MATERIAL TO PROCESS -
+ + +
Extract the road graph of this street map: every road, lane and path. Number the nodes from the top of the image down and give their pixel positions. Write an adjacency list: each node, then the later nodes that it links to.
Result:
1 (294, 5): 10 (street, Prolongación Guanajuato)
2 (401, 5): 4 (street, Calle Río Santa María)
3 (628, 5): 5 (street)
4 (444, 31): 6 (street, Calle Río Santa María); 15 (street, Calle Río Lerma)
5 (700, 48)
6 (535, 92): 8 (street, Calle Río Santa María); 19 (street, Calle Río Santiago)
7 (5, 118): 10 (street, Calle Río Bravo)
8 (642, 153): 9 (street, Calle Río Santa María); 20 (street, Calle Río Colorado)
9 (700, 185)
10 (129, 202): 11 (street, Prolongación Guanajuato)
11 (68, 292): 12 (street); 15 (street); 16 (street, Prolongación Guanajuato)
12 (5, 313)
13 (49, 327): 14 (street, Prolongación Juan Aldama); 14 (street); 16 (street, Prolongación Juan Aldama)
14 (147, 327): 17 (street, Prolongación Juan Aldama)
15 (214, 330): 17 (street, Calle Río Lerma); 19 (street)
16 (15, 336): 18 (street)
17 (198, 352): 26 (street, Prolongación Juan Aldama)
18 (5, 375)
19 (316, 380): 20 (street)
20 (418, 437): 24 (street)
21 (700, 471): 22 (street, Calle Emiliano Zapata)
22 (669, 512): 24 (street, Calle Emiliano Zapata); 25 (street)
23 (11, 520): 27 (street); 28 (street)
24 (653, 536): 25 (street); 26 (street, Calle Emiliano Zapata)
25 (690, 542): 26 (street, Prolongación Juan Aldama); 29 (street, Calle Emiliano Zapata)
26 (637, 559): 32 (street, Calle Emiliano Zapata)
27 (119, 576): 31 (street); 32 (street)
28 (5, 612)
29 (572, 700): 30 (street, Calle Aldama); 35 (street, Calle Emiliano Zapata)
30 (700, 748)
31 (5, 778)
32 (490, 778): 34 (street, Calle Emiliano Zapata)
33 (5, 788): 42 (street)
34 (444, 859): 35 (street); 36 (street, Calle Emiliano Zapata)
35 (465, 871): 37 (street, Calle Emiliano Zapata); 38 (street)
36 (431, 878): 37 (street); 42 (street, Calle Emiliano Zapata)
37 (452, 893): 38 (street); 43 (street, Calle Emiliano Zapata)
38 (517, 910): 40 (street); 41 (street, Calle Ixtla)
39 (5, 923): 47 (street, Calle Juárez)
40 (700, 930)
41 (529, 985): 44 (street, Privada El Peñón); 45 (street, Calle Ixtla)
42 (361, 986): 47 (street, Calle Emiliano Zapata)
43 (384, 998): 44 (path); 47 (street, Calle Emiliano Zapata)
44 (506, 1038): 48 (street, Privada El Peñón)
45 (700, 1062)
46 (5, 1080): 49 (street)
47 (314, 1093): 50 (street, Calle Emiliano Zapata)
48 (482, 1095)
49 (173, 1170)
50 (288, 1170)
+ + +
Reproduce each entry above without a single difference.

Extract the road graph of this street map: every road, lane and path. Number the nodes from the top of the image down and give their pixel positions. Write an adjacency list: each node, then the later nodes that it links to.
Result:
1 (294, 5): 10 (street, Prolongación Guanajuato)
2 (401, 5): 4 (street, Calle Río Santa María)
3 (628, 5): 5 (street)
4 (444, 31): 6 (street, Calle Río Santa María); 15 (street, Calle Río Lerma)
5 (700, 48)
6 (535, 92): 8 (street, Calle Río Santa María); 19 (street, Calle Río Santiago)
7 (5, 118): 10 (street, Calle Río Bravo)
8 (642, 153): 9 (street, Calle Río Santa María); 20 (street, Calle Río Colorado)
9 (700, 185)
10 (129, 202): 11 (street, Prolongación Guanajuato)
11 (68, 292): 12 (street); 15 (street); 16 (street, Prolongación Guanajuato)
12 (5, 313)
13 (49, 327): 14 (street, Prolongación Juan Aldama); 14 (street); 16 (street, Prolongación Juan Aldama)
14 (147, 327): 17 (street, Prolongación Juan Aldama)
15 (214, 330): 17 (street, Calle Río Lerma); 19 (street)
16 (15, 336): 18 (street)
17 (198, 352): 26 (street, Prolongación Juan Aldama)
18 (5, 375)
19 (316, 380): 20 (street)
20 (418, 437): 24 (street)
21 (700, 471): 22 (street, Calle Emiliano Zapata)
22 (669, 512): 24 (street, Calle Emiliano Zapata); 25 (street)
23 (11, 520): 27 (street); 28 (street)
24 (653, 536): 25 (street); 26 (street, Calle Emiliano Zapata)
25 (690, 542): 26 (street, Prolongación Juan Aldama); 29 (street, Calle Emiliano Zapata)
26 (637, 559): 32 (street, Calle Emiliano Zapata)
27 (119, 576): 31 (street); 32 (street)
28 (5, 612)
29 (572, 700): 30 (street, Calle Aldama); 35 (street, Calle Emiliano Zapata)
30 (700, 748)
31 (5, 778)
32 (490, 778): 34 (street, Calle Emiliano Zapata)
33 (5, 788): 42 (street)
34 (444, 859): 35 (street); 36 (street, Calle Emiliano Zapata)
35 (465, 871): 37 (street, Calle Emiliano Zapata); 38 (street)
36 (431, 878): 37 (street); 42 (street, Calle Emiliano Zapata)
37 (452, 893): 38 (street); 43 (street, Calle Emiliano Zapata)
38 (517, 910): 40 (street); 41 (street, Calle Ixtla)
39 (5, 923): 47 (street, Calle Juárez)
40 (700, 930)
41 (529, 985): 44 (street, Privada El Peñón); 45 (street, Calle Ixtla)
42 (361, 986): 47 (street, Calle Emiliano Zapata)
43 (384, 998): 44 (path); 47 (street, Calle Emiliano Zapata)
44 (506, 1038): 48 (street, Privada El Peñón)
45 (700, 1062)
46 (5, 1080): 49 (street)
47 (314, 1093): 50 (street, Calle Emiliano Zapata)
48 (482, 1095)
49 (173, 1170)
50 (288, 1170)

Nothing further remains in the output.